Thanks, Joel. As Joel mentioned, Q3 was another strong quarter for Tidewater with consolidated adjusted EBITDA for the quarter of $62 million. As we outlined in this morning’s press release, strong operating performance of the PGR refinery consistent with consistent midstream returns about $16 million of EBITDA contribution from the renewables drove the financial results. A slight moderation of refining margins, combined with our planned turnaround at the Pipestone facility were the primary drivers behind the quarter-over-quarter difference in EBITDA. Pipestone came back on during the second week of October and refining margins have been strong through the first half of the first — of the fourth quarter and has led to a good start. Consolidated distributable cash flow attributable to shareholders was $9.2 million for the quarter and an aggregate year-to-date $62.5 million, which is a 25% increase compared to the previous period in 2021. The Q3 distributable cash flow number was slightly softer due to the softening in refining cracks and the maintenance capital associated with the planned turnarounds that we invested in during the quarter, and this distributable cash flow is a key metric for us.

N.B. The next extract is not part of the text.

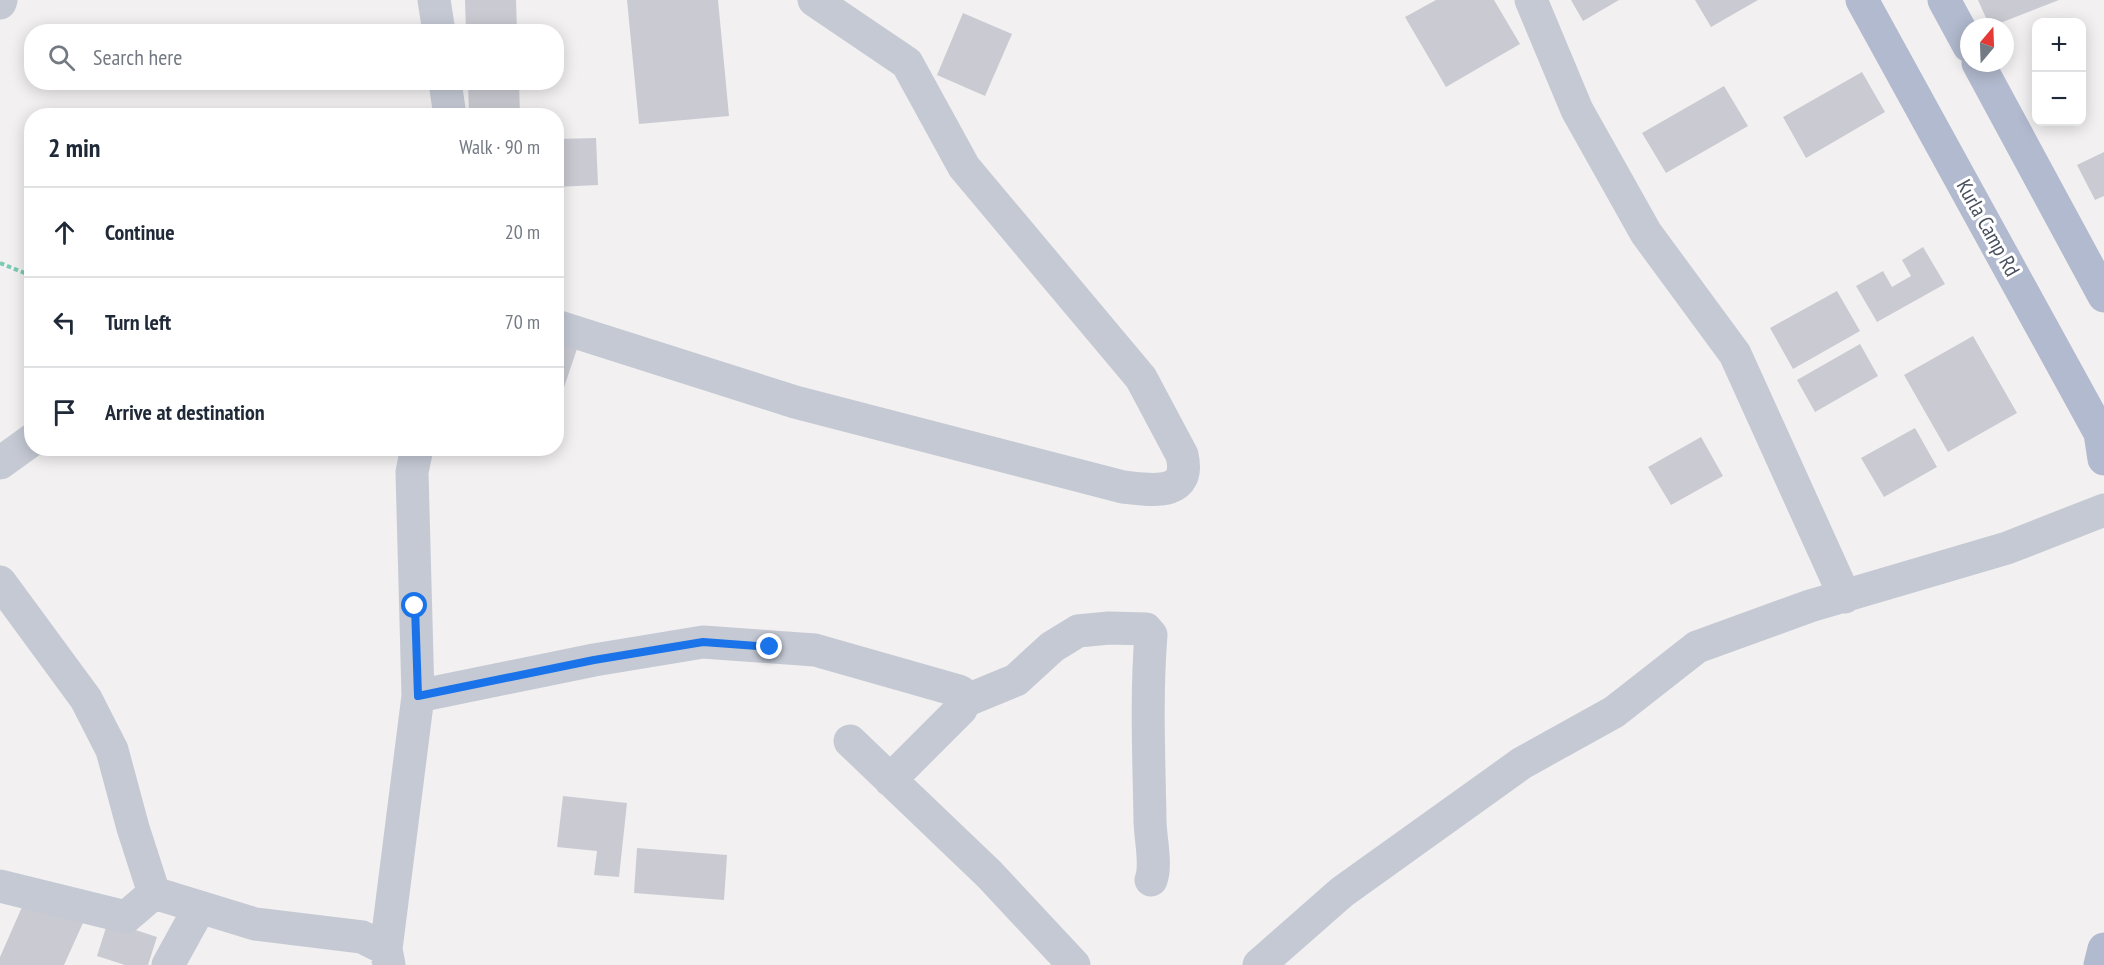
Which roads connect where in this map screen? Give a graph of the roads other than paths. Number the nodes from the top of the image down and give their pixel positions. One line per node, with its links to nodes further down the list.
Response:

During the third quarter, we completed a number of transactions to pay down $145 million of senior unsecured and second lien notes that were maturing in the fourth quarter of 2022, as Joel mentioned, — as we all know, this has been a very tough year from a macro perspective with the war in Ukraine, the inflationary environment, rising interest rates and the broader equity market weakness, making a refinancing a role of our debt maturities a lot more costly and more difficult to execute than the previous periods.

Ultimately, we felt the combination of equity and an expanded senior credit facilities to repay the notes was our best path forward. It was not an easy decision to raise equity and dilute existing shareholders. And we believe that the enhanced balance sheet provides a stronger base to support the growth that will help drive long-term shareholder returns and reduce interest expense in the raising rate environment we’re currently in. Following the refinancing transaction, as Joe mentioned, total debt was reduced by $87 million, and our leverage levels, as measured by our trailing 12-month debt-to-EBITDA metric is now below our 3x target. Turning to guidance. As we outlined in this morning’s press release, we increased our EBITDA outlook on a consolidated basis to $235 million to $255 million, and that’s a function of the strong performance within renewables that Joel spoke to, and the fact that our midstream business is tracking towards the higher end of our originally guided $180 million to $190 million.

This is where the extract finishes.